╭─ AVAILABLE RECORDS
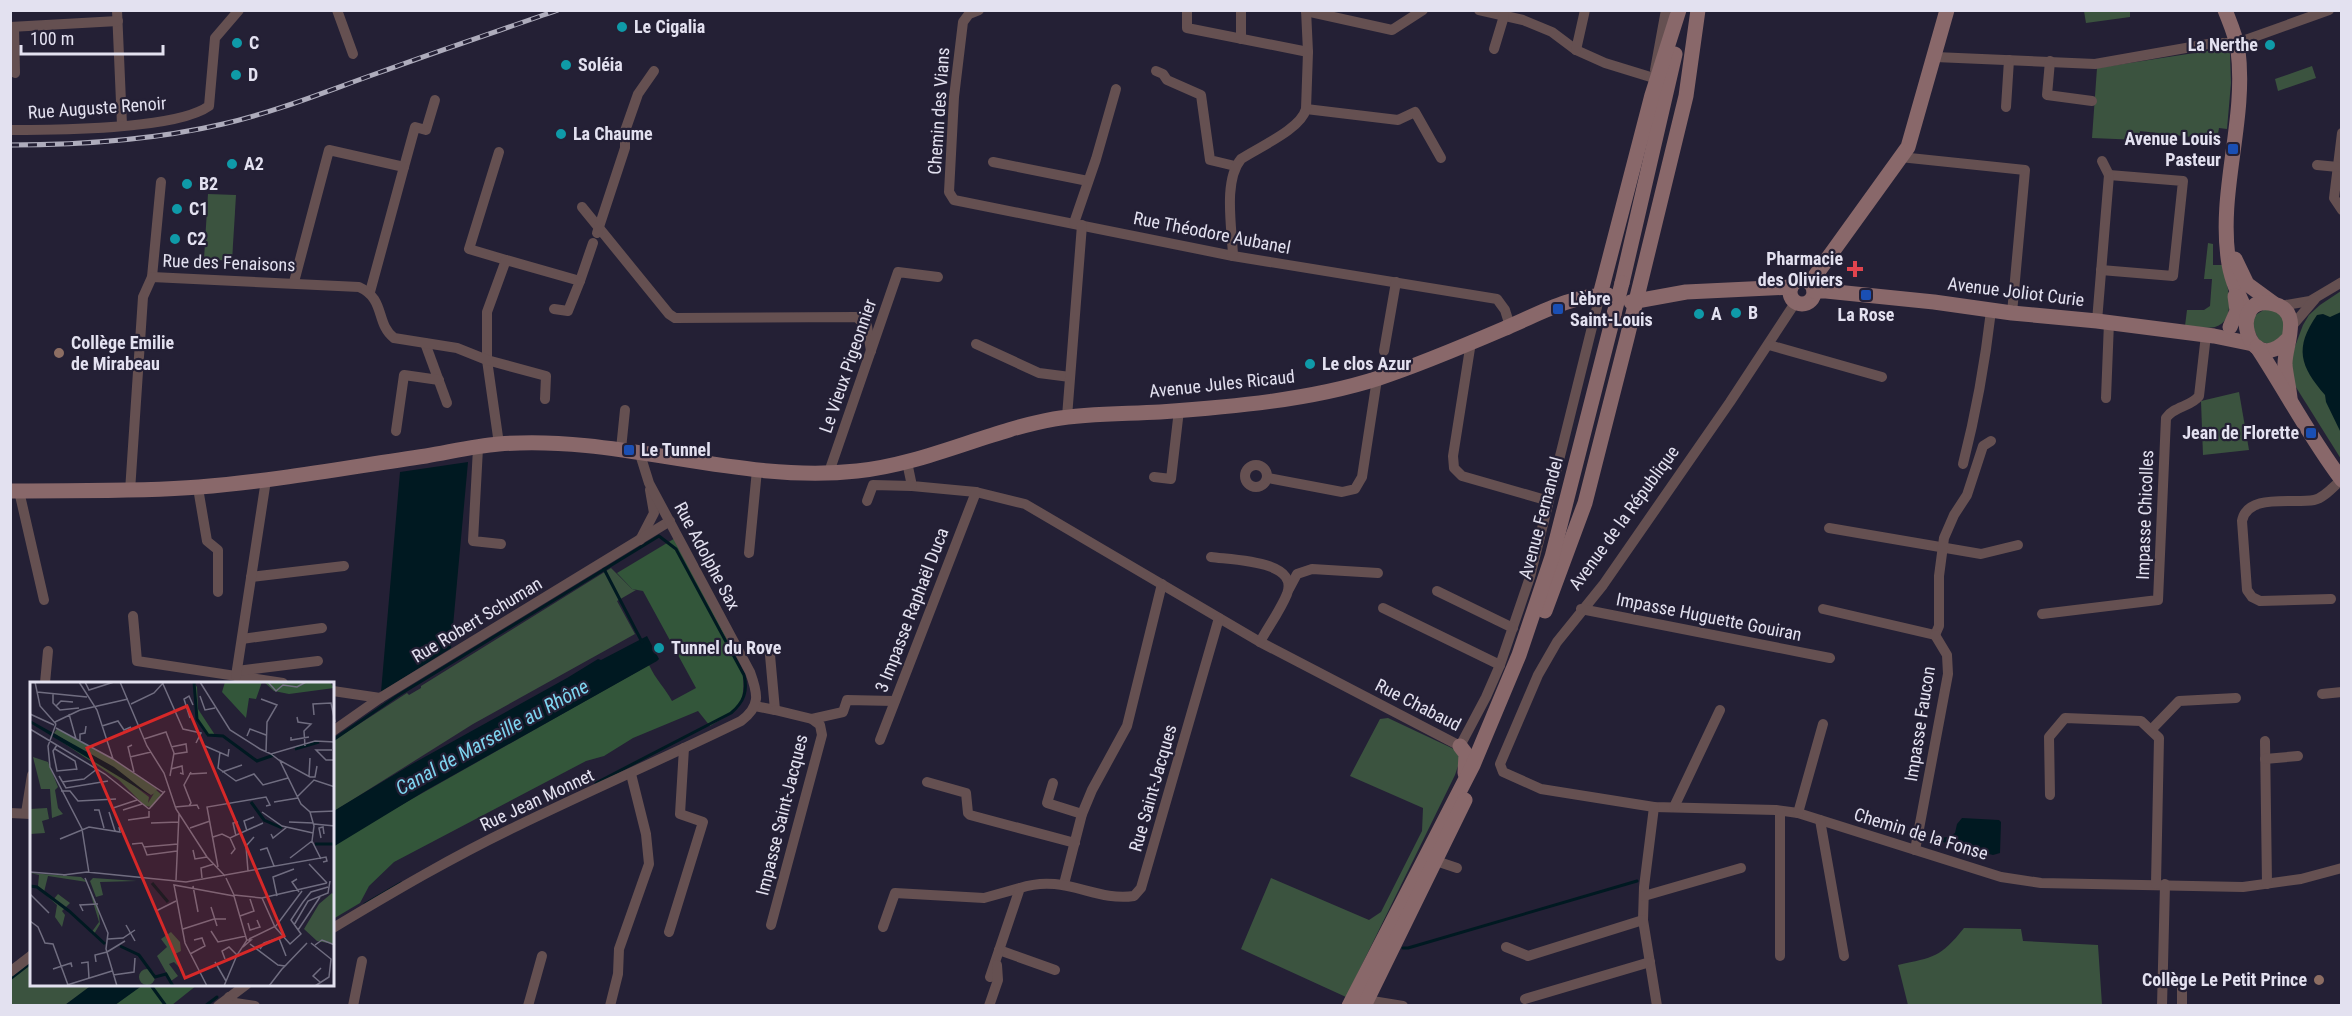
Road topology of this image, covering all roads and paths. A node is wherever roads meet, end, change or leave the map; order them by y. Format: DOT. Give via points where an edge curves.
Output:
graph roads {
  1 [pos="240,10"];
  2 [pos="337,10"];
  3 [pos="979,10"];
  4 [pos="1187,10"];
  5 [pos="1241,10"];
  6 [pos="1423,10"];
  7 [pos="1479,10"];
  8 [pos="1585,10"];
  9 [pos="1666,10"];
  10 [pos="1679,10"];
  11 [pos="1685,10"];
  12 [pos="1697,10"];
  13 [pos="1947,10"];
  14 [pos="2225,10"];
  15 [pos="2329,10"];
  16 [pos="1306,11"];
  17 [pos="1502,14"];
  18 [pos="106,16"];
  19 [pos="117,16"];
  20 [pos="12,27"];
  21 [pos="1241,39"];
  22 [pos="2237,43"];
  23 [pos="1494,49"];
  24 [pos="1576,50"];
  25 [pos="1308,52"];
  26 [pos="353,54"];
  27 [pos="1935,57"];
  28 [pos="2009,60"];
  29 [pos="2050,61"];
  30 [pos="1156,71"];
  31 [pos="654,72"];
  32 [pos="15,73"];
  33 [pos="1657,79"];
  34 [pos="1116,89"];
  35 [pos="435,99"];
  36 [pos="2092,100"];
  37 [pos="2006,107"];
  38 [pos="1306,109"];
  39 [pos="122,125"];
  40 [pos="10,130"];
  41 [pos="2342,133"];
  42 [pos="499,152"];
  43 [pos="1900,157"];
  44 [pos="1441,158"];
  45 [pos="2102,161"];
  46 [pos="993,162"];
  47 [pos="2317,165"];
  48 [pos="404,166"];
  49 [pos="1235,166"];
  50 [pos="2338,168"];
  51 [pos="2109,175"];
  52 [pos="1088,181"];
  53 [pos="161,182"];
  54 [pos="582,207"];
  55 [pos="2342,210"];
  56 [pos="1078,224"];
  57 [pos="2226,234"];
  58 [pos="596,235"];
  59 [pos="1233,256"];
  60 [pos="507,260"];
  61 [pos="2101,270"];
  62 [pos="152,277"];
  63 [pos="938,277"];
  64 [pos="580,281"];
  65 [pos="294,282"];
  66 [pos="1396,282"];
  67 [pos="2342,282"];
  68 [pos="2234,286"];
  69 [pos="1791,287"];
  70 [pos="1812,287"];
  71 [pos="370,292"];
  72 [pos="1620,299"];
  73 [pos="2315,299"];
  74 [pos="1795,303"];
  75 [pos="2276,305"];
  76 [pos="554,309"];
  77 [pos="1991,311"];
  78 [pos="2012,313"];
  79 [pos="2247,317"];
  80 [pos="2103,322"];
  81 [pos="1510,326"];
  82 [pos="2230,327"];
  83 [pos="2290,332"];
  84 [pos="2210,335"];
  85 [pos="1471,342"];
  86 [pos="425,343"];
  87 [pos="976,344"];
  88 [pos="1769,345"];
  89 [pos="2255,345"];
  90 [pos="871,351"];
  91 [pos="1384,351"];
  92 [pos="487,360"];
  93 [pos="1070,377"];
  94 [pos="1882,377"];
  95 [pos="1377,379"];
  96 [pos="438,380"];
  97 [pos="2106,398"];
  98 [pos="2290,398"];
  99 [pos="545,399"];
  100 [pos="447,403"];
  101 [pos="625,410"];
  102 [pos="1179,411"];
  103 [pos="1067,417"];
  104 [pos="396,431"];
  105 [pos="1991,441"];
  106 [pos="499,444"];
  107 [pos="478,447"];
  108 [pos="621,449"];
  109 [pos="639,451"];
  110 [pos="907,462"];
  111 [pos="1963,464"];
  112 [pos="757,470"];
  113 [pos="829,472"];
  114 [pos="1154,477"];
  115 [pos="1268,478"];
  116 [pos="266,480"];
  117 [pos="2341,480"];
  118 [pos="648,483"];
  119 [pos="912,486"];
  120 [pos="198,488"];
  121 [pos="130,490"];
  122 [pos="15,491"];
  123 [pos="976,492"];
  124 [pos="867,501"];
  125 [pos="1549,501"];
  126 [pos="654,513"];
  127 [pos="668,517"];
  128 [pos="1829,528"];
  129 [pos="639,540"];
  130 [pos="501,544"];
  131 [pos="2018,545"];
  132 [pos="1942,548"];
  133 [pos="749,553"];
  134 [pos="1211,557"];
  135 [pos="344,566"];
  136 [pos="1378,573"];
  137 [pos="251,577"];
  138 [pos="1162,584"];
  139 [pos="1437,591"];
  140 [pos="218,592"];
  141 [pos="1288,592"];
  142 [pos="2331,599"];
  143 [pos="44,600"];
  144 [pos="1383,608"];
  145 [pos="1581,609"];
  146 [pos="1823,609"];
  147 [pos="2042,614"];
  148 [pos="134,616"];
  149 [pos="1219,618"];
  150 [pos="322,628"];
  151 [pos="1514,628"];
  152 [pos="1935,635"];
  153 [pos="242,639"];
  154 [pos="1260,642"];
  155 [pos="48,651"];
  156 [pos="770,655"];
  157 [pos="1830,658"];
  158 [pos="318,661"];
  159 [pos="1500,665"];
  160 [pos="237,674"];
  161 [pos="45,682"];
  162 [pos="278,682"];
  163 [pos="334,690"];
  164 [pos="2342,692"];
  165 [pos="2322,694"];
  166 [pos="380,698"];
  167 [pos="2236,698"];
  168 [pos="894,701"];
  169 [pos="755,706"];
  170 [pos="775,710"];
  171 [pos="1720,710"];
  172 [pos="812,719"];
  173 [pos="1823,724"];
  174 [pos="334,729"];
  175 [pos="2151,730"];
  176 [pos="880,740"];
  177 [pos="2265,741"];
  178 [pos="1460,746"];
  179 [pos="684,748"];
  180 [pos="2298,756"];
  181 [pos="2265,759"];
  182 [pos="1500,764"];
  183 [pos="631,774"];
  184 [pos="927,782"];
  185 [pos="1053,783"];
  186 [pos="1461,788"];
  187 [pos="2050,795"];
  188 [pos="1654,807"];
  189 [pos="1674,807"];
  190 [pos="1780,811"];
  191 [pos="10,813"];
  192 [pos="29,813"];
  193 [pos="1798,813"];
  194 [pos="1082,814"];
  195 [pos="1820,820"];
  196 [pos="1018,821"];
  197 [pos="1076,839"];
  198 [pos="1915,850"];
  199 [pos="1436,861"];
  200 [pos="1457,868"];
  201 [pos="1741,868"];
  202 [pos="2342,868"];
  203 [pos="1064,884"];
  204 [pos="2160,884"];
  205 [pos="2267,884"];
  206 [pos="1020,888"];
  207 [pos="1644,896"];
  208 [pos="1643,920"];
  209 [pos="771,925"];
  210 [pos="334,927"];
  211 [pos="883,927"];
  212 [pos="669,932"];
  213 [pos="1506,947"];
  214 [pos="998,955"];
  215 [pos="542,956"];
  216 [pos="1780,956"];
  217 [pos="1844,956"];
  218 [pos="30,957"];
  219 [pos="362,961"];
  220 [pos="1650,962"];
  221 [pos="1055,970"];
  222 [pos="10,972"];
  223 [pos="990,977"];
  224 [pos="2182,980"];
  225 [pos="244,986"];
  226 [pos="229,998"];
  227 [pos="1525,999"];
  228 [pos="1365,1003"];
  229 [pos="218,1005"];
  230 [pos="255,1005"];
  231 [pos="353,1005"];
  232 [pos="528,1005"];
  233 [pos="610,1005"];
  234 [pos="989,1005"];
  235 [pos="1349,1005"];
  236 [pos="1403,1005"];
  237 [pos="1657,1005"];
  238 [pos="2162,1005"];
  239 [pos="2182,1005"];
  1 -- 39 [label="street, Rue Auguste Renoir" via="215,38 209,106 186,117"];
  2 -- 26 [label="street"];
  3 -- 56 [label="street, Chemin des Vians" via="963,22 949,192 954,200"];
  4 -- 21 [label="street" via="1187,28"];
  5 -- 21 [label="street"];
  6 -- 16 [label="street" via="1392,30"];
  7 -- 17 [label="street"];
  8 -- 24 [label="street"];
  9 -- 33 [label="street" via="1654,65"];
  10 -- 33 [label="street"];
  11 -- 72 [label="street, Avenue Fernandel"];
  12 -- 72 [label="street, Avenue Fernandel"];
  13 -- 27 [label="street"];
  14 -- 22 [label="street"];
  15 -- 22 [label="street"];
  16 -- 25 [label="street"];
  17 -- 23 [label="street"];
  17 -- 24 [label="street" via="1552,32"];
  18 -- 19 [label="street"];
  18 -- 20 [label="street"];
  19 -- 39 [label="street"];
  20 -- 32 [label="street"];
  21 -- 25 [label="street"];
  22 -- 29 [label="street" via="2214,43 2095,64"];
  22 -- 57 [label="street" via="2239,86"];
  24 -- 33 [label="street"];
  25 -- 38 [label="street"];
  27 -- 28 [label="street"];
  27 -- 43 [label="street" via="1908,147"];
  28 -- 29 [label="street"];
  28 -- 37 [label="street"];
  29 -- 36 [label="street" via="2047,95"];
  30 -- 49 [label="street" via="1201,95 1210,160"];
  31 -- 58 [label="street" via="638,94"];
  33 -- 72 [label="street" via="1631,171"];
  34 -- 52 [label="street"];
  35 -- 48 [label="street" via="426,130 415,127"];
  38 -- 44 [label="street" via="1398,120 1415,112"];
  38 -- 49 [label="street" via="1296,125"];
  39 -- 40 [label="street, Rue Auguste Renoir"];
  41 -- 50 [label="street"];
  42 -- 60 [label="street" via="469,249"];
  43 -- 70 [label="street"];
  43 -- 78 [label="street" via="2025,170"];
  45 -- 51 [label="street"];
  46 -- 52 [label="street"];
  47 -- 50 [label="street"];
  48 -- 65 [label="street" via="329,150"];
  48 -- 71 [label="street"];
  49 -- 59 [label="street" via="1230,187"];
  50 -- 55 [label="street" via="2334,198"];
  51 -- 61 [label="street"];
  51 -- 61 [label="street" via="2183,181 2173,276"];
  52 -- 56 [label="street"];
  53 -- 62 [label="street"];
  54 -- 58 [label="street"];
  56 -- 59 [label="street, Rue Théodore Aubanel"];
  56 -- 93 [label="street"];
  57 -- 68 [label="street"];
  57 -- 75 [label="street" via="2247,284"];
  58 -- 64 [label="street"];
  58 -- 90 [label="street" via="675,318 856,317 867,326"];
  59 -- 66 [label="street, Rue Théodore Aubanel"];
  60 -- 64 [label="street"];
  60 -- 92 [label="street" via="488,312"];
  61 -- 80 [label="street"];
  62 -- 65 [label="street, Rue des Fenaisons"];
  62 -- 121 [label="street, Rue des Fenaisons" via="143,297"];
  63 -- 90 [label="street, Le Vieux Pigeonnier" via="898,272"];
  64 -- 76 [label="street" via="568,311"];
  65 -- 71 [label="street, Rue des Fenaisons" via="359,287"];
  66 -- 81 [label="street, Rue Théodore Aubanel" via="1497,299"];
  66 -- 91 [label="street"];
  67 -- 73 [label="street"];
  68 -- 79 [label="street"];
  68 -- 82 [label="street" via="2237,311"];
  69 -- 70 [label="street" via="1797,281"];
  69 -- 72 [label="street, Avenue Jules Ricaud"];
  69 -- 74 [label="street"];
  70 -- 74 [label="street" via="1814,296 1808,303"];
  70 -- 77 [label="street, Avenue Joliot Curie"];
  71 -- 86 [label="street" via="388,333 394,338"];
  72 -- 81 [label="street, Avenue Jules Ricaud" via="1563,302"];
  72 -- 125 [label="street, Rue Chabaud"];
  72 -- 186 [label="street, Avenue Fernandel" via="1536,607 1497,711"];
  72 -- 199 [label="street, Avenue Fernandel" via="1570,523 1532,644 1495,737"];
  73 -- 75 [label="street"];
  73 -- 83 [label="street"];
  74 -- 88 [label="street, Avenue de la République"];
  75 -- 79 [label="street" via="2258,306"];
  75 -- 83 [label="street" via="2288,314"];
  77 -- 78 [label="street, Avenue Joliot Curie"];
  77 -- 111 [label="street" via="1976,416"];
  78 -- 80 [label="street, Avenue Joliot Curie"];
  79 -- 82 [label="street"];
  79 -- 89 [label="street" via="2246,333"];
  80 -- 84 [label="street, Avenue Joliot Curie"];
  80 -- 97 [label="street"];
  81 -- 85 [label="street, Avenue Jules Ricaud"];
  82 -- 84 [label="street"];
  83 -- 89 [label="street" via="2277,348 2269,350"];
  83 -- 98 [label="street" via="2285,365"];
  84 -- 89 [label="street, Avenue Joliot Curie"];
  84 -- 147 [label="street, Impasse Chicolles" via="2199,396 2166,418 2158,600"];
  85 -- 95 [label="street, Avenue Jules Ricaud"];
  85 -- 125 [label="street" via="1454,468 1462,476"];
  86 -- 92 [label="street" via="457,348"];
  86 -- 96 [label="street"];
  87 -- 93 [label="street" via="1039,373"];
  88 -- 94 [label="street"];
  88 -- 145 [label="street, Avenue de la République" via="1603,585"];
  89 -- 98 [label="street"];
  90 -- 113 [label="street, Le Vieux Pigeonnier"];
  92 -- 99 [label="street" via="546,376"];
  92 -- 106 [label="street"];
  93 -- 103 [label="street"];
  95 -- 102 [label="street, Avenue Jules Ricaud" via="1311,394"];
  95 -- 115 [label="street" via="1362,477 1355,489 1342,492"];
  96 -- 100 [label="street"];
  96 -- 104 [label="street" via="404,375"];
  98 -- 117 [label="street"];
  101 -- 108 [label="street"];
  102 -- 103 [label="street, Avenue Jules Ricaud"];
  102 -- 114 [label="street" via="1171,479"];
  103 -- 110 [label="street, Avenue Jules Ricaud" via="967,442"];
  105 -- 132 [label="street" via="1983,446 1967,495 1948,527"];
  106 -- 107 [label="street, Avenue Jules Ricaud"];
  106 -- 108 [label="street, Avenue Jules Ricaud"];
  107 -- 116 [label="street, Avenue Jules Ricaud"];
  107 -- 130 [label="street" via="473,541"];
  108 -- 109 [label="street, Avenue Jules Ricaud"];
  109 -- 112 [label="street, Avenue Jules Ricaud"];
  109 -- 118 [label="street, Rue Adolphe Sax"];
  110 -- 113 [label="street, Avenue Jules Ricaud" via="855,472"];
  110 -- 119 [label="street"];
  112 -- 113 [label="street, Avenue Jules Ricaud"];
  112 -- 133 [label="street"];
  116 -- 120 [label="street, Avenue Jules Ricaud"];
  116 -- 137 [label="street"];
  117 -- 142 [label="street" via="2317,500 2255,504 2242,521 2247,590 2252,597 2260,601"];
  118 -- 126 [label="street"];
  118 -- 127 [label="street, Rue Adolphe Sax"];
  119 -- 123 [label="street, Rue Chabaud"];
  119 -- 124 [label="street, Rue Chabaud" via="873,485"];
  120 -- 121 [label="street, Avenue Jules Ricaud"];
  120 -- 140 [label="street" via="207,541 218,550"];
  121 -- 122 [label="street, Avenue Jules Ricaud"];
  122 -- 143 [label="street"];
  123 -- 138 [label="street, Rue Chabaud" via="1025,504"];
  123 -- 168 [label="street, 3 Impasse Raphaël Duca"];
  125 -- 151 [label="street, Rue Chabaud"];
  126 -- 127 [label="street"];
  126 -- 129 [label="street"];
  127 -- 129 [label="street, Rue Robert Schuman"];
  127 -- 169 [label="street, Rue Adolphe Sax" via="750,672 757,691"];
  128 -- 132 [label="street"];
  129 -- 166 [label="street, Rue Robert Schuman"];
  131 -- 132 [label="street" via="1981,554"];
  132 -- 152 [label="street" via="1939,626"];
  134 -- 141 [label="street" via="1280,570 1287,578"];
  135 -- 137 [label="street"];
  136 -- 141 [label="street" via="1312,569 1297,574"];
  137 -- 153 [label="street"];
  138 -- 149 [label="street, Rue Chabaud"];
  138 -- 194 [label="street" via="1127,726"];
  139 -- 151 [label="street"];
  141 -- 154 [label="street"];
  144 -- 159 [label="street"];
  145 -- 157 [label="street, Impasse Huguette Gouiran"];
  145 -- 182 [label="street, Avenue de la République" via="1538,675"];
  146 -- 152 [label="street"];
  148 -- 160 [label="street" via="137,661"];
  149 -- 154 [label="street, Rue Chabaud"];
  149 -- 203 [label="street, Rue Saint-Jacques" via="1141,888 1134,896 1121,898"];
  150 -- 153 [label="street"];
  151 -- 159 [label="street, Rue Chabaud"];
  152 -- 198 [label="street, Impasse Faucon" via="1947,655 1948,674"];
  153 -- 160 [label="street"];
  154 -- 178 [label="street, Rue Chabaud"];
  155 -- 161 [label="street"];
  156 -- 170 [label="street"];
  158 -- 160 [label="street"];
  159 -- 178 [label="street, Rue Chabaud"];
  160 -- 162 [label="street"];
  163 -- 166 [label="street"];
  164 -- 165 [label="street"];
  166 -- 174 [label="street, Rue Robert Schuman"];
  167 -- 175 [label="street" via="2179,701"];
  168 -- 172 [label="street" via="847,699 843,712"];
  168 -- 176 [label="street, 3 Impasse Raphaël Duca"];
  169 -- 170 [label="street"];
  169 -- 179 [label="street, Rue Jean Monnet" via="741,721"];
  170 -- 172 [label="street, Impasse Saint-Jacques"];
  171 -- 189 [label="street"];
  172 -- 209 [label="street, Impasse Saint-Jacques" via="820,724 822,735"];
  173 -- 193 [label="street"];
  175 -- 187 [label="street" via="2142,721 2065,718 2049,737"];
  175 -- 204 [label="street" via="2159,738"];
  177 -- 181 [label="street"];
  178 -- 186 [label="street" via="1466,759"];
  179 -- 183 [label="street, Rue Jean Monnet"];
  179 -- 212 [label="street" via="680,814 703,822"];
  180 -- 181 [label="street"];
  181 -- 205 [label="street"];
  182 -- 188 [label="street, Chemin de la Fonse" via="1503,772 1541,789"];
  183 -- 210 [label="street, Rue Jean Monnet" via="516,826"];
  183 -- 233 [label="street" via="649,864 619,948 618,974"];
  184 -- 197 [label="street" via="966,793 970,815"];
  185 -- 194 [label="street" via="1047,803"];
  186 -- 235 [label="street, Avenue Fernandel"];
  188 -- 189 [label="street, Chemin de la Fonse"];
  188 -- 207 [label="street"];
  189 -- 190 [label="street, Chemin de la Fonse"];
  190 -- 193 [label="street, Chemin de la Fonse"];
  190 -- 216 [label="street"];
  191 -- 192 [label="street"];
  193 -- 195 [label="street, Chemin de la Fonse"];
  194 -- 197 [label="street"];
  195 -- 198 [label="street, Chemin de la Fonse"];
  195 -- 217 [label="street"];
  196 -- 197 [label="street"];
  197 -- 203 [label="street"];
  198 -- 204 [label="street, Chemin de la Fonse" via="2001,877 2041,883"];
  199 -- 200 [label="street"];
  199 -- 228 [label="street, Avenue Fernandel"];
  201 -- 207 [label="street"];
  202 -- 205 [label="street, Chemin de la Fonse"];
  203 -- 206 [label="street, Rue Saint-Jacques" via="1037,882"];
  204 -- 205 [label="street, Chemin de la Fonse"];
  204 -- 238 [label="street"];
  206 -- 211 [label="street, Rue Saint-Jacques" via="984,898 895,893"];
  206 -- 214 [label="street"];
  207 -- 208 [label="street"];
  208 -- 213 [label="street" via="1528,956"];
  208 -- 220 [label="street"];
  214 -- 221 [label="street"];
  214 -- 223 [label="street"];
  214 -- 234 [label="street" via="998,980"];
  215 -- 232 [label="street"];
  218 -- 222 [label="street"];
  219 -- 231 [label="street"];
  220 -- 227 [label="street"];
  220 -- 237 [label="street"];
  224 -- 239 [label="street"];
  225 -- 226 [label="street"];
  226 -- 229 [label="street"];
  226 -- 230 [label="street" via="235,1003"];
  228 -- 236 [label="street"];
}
╰─
YOUR INSTRUCTIONS: Could you find every line in the records above that has the string "Théodore" and copy it?

SOLVED PROBLEM:
  56 -- 59 [label="street, Rue Théodore Aubanel"];
  59 -- 66 [label="street, Rue Théodore Aubanel"];
  66 -- 81 [label="street, Rue Théodore Aubanel" via="1497,299"];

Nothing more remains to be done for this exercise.